As though to exasperate his readers beyond all endurance, Russell returned to his original version of the Piasa in a story published in the July 14, 1848 issue of the Evangelical Magazine and Gospel Advocate. Significantly, however, he chose to omit any reference to a cave littered with human "sculls" and bones.
One Martin Beem offered yet another version of the Piasa in his "The Piasa-Bird: A Legend of the Illinois," which was published in the June 14, 1873 edition of the {Springfield} Illinois State Register. Beem’s account was quite similar to Russell’s first version, differing only in that the Illini and Ottawa tribes were presented as allies, the chief who offered himself as live bait was named Lin-cah-tello and 25 warriors emerged from cover to bring down the Piasa.
To his credit, however, he ventured into originality by introducing a Lover’s Leap angle. It seemed that Lin-cah-tello was the grief-stricken father of a maiden who sometime earlier had leaped from the bluff with her lover.
Another intriguing version of the Piasa came from the pen of P.A. Armstrong in his 1887 book The Piasa, Or the Devil Among the Indians. Now the Piasa was supposed to have been a tradition of the Miami tribe as well as the Illini. This time there were two winged monsters, a detail that at least was consistent with the fact that Marquette and Jolliet saw two pictographs on the bluff.

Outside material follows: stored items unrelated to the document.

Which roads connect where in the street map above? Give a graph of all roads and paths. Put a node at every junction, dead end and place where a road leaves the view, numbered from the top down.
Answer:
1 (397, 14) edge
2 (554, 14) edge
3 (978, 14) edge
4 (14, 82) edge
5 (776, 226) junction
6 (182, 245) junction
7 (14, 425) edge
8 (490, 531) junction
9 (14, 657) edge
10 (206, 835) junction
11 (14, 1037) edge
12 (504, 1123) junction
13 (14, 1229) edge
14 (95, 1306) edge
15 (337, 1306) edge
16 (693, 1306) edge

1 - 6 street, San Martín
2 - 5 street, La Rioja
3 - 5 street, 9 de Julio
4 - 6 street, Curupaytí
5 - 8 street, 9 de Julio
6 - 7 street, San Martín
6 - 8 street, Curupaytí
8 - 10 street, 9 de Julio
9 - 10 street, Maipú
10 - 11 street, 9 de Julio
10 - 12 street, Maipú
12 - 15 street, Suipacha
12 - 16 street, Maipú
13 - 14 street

Armstrong contended that the Piasa possessed a voracious appetite for deer, elk and even young buffalo but never menaced Indians until the Miamis were engaged in a devastating battle with the Mestchegamies (also spelled, according to Armstrong, as Michigamies). Suddenly, the mighty birds swooped down from the sky and carried off two Miami chiefs, leaving that tribe terrorized and demoralized.

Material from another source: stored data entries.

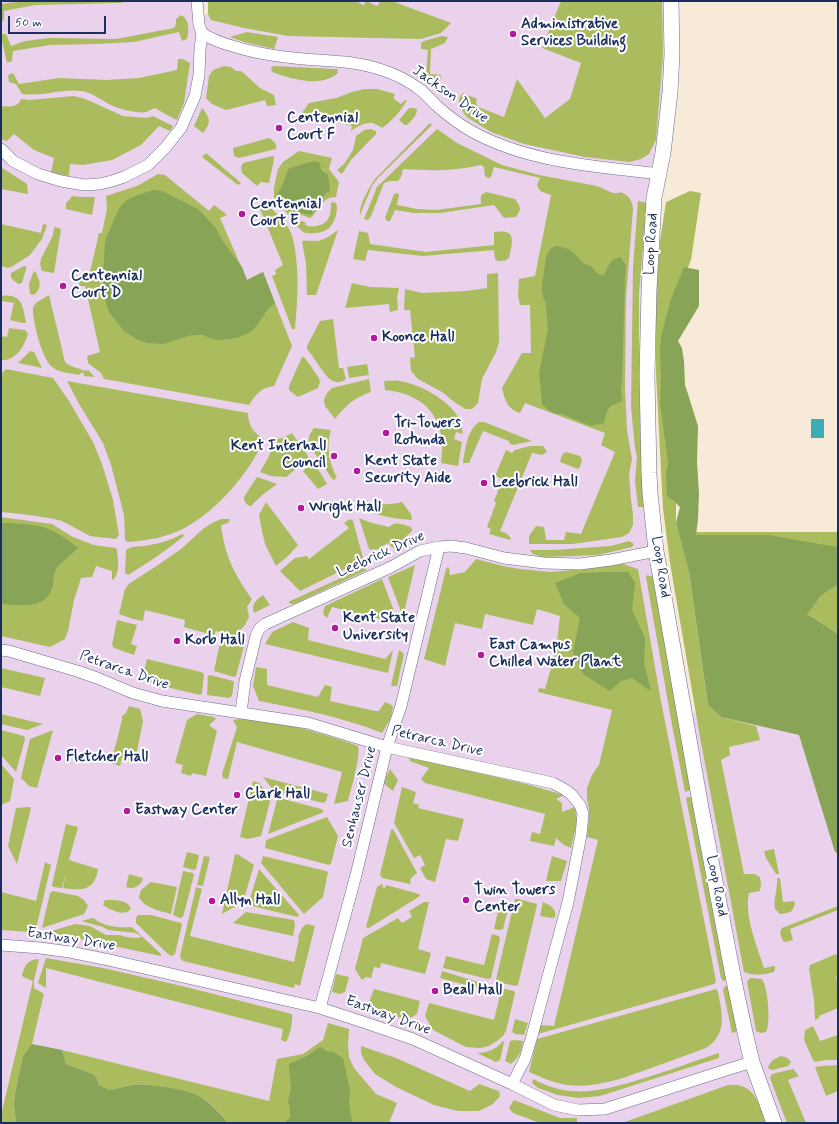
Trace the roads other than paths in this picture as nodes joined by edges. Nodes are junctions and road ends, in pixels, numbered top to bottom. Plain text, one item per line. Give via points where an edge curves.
1 (197, 1) edge
2 (671, 1) edge
3 (202, 33) junction
4 (1, 149) edge
5 (659, 174) junction
6 (439, 547) junction
7 (656, 551) junction
8 (1, 650) edge
9 (241, 712) junction
10 (387, 747) junction
11 (1, 945) edge
12 (320, 1008) junction
13 (752, 1062) junction
14 (512, 1084) junction
15 (774, 1123) edge

1 - 3 street
2 - 5 street, Loop Road via 670,92
3 - 4 street via 199,75 194,96 181,128 148,165 112,181 84,185 38,174 13,161
3 - 5 street, Jackson Drive via 224,44 264,54 342,61 383,70 418,88 437,106 471,131 516,150 559,161
5 - 7 street, Loop Road via 654,198 647,376 649,473
6 - 7 street, Leebrick Drive via 466,548 504,558 544,563 580,564
6 - 9 street, Leebrick Drive via 420,551 391,567 265,624 259,629 255,640
6 - 10 street, Senhauser Drive via 401,706
7 - 13 street, Loop Road via 700,803
8 - 9 street, Petrarca Drive via 77,671 162,701
9 - 10 street, Petrarca Drive via 308,723
10 - 12 street, Senhauser Drive
10 - 14 street, Petrarca Drive via 553,783 571,794 580,805 583,814 581,835 568,902 525,1059
11 - 12 street, Eastway Drive via 70,952
12 - 14 street, Eastway Drive via 413,1039
13 - 14 street, Eastway Drive via 605,1109 578,1110 554,1105
13 - 15 street, Loop Road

The Mestchegamies thought the monsters’ arrival was an omen from the Great Spirit and pressed against their Miami foes with renewed vigor until victory was theirs.
The slaughter was ruthless. Many Miamis were driven into the Mississippi itself, where they drowned.

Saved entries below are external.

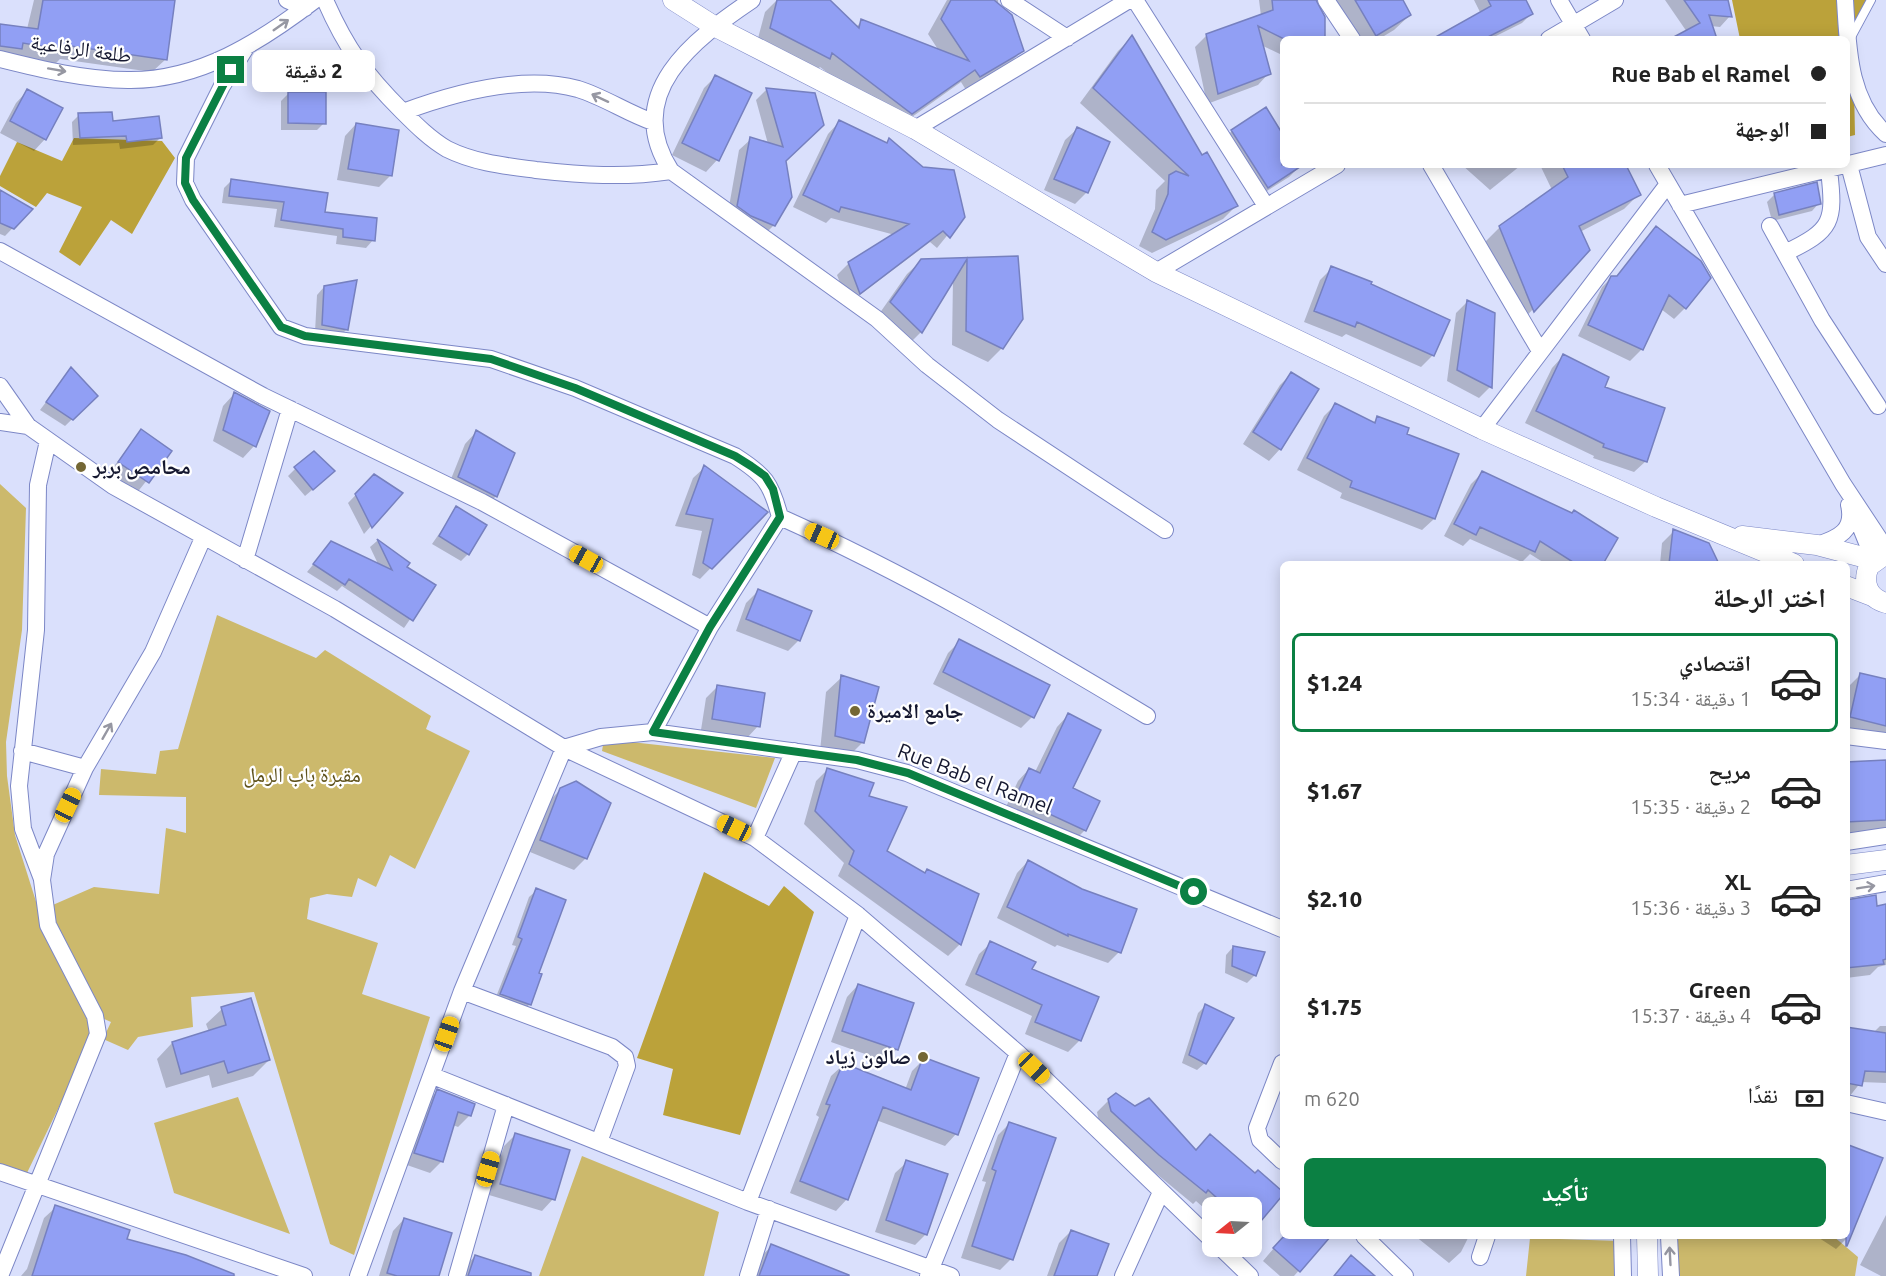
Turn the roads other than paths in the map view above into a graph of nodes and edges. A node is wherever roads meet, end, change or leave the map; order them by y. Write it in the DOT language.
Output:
graph roads {
  1 [pos="287,0"];
  2 [pos="325,0"];
  3 [pos="753,0"];
  4 [pos="1009,0"];
  5 [pos="1129,0"];
  6 [pos="1135,0"];
  7 [pos="1326,0"];
  8 [pos="1559,0"];
  9 [pos="1615,0"];
  10 [pos="1845,0"];
  11 [pos="1871,0"];
  12 [pos="673,2"];
  13 [pos="310,4"];
  14 [pos="714,26"];
  15 [pos="1578,32"];
  16 [pos="1350,36"];
  17 [pos="1562,36"];
  18 [pos="1848,36"];
  19 [pos="1067,38"];
  20 [pos="1850,38"];
  21 [pos="246,49"];
  22 [pos="1850,55"];
  23 [pos="0,59"];
  24 [pos="403,112"];
  25 [pos="653,122"];
  26 [pos="915,129"];
  27 [pos="1886,134"];
  28 [pos="1886,155"];
  29 [pos="1850,165"];
  30 [pos="1332,168"];
  31 [pos="1433,168"];
  32 [pos="1659,168"];
  33 [pos="1837,168"];
  34 [pos="1829,170"];
  35 [pos="671,171"];
  36 [pos="1668,184"];
  37 [pos="1680,205"];
  38 [pos="1266,206"];
  39 [pos="1770,226"];
  40 [pos="0,251"];
  41 [pos="1785,252"];
  42 [pos="1886,264"];
  43 [pos="1156,272"];
  44 [pos="1540,351"];
  45 [pos="0,386"];
  46 [pos="1878,406"];
  47 [pos="290,409"];
  48 [pos="0,422"];
  49 [pos="28,426"];
  50 [pos="1482,429"];
  51 [pos="48,441"];
  52 [pos="1843,484"];
  53 [pos="780,517"];
  54 [pos="1886,526"];
  55 [pos="1165,530"];
  56 [pos="1717,532"];
  57 [pos="203,538"];
  58 [pos="1817,545"];
  59 [pos="1882,555"];
  60 [pos="244,560"];
  61 [pos="1787,561"];
  62 [pos="1850,588"];
  63 [pos="1879,600"];
  64 [pos="710,627"];
  65 [pos="1147,716"];
  66 [pos="653,732"];
  67 [pos="1850,736"];
  68 [pos="1886,741"];
  69 [pos="564,748"];
  70 [pos="22,751"];
  71 [pos="794,751"];
  72 [pos="85,768"];
  73 [pos="1886,836"];
  74 [pos="755,838"];
  75 [pos="1850,841"];
  76 [pos="1886,860"];
  77 [pos="1850,864"];
  78 [pos="42,880"];
  79 [pos="1886,883"];
  80 [pos="1850,889"];
  81 [pos="858,915"];
  82 [pos="1280,928"];
  83 [pos="462,991"];
  84 [pos="1018,1053"];
  85 [pos="1280,1068"];
  86 [pos="433,1076"];
  87 [pos="1850,1104"];
  88 [pos="506,1106"];
  89 [pos="1886,1112"];
  90 [pos="599,1142"];
  91 [pos="1280,1159"];
  92 [pos="0,1172"];
  93 [pos="39,1184"];
  94 [pos="1161,1192"];
  95 [pos="748,1202"];
  96 [pos="769,1209"];
  97 [pos="1202,1231"];
  98 [pos="1367,1239"];
  99 [pos="1486,1239"];
  100 [pos="1622,1239"];
  101 [pos="1647,1239"];
  102 [pos="1669,1239"];
  103 [pos="1230,1257"];
  104 [pos="1480,1257"];
  105 [pos="929,1272"];
  106 [pos="0,1276"];
  107 [pos="304,1276"];
  108 [pos="358,1276"];
  109 [pos="457,1276"];
  110 [pos="748,1276"];
  111 [pos="951,1276"];
  112 [pos="1123,1276"];
  113 [pos="1250,1276"];
  114 [pos="1405,1276"];
  115 [pos="1623,1276"];
  116 [pos="1648,1276"];
  117 [pos="1671,1276"];
  1 -- 13 [label="street"];
  2 -- 24 [label="street"];
  3 -- 14 [label="street"];
  4 -- 19 [label="street"];
  5 -- 19 [label="street"];
  6 -- 38 [label="street"];
  7 -- 16 [label="street"];
  8 -- 15 [label="street"];
  9 -- 15 [label="street"];
  10 -- 18 [label="street"];
  11 -- 20 [label="lane"];
  12 -- 14 [label="street"];
  21 -- 13 [label="street, طلعة الرفاعية, one-way"];
  14 -- 25 [label="street"];
  14 -- 26 [label="street"];
  15 -- 17 [label="street"];
  19 -- 26 [label="street"];
  23 -- 21 [label="street, طلعة الرفاعية, one-way"];
  21 -- 53 [label="street"];
  22 -- 27 [label="street"];
  25 -- 24 [label="street, one-way"];
  24 -- 35 [label="street"];
  25 -- 35 [label="street"];
  26 -- 43 [label="street"];
  28 -- 29 [label="street"];
  29 -- 42 [label="street"];
  30 -- 38 [label="street"];
  31 -- 44 [label="street"];
  32 -- 36 [label="street"];
  33 -- 34 [label="street"];
  34 -- 37 [label="street"];
  34 -- 41 [label="street"];
  35 -- 55 [label="street"];
  36 -- 37 [label="street"];
  36 -- 44 [label="street"];
  37 -- 52 [label="street"];
  38 -- 43 [label="street"];
  39 -- 41 [label="street"];
  40 -- 47 [label="street"];
  41 -- 46 [label="street"];
  43 -- 50 [label="street"];
  44 -- 50 [label="street"];
  45 -- 49 [label="street"];
  47 -- 60 [label="street"];
  47 -- 64 [label="street"];
  48 -- 49 [label="street"];
  49 -- 51 [label="street"];
  50 -- 56 [label="street"];
  51 -- 57 [label="street"];
  51 -- 70 [label="street"];
  52 -- 54 [label="street"];
  52 -- 58 [label="street"];
  52 -- 59 [label="street"];
  53 -- 64 [label="street"];
  53 -- 65 [label="street"];
  56 -- 58 [label="street"];
  56 -- 61 [label="street"];
  57 -- 60 [label="street"];
  72 -- 57 [label="street, one-way"];
  58 -- 59 [label="street"];
  59 -- 63 [label="street"];
  60 -- 69 [label="street"];
  62 -- 63 [label="street"];
  64 -- 66 [label="street"];
  66 -- 69 [label="street, Rue Bab el Ramel"];
  66 -- 71 [label="street, Rue Bab el Ramel"];
  67 -- 68 [label="street"];
  69 -- 74 [label="street"];
  69 -- 83 [label="street"];
  70 -- 72 [label="street"];
  70 -- 78 [label="street"];
  71 -- 74 [label="street"];
  71 -- 82 [label="street, Rue Bab el Ramel"];
  72 -- 78 [label="street"];
  73 -- 75 [label="street"];
  74 -- 81 [label="street"];
  76 -- 77 [label="street"];
  78 -- 93 [label="street"];
  80 -- 79 [label="street, one-way"];
  81 -- 84 [label="street"];
  81 -- 95 [label="street"];
  83 -- 86 [label="street"];
  83 -- 90 [label="street"];
  84 -- 94 [label="street"];
  84 -- 105 [label="street"];
  85 -- 91 [label="street"];
  86 -- 88 [label="street"];
  86 -- 108 [label="street"];
  87 -- 89 [label="street"];
  88 -- 90 [label="street"];
  88 -- 109 [label="street"];
  90 -- 95 [label="street"];
  92 -- 93 [label="street"];
  93 -- 106 [label="street"];
  93 -- 107 [label="street"];
  94 -- 97 [label="street"];
  94 -- 112 [label="street"];
  95 -- 96 [label="street"];
  96 -- 105 [label="street"];
  96 -- 110 [label="street"];
  98 -- 114 [label="street"];
  99 -- 104 [label="street"];
  100 -- 115 [label="street"];
  101 -- 116 [label="street"];
  117 -- 102 [label="street, one-way"];
  103 -- 113 [label="street"];
  105 -- 111 [label="street"];
}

Armstrong ominously noted, however, that "instead of a blessing," the birds’ snatching of the Miami chiefs "proved to be a terrible curse" to the victorious Mestchegamies. The Piasa Birds now "seemed to have a special taste for Indian flesh [including, it would seem, that of the Mestchegamies!] and would touch no other." The victorious tribe nevertheless painted the creatures’ images on the bluff: perhaps in gratitude for their battle appearance, or perhaps as an attempt to appease the birds into sparing Indian lives.
Like some intellectuals of his day, Armstrong postulated that the Piasa Bird actually had existed and might have been some dinosaur that still dwelled in the Western Hemisphere when the ancestors of the Indians migrated to the New World. Other theories are no less intriguing - and off the wall.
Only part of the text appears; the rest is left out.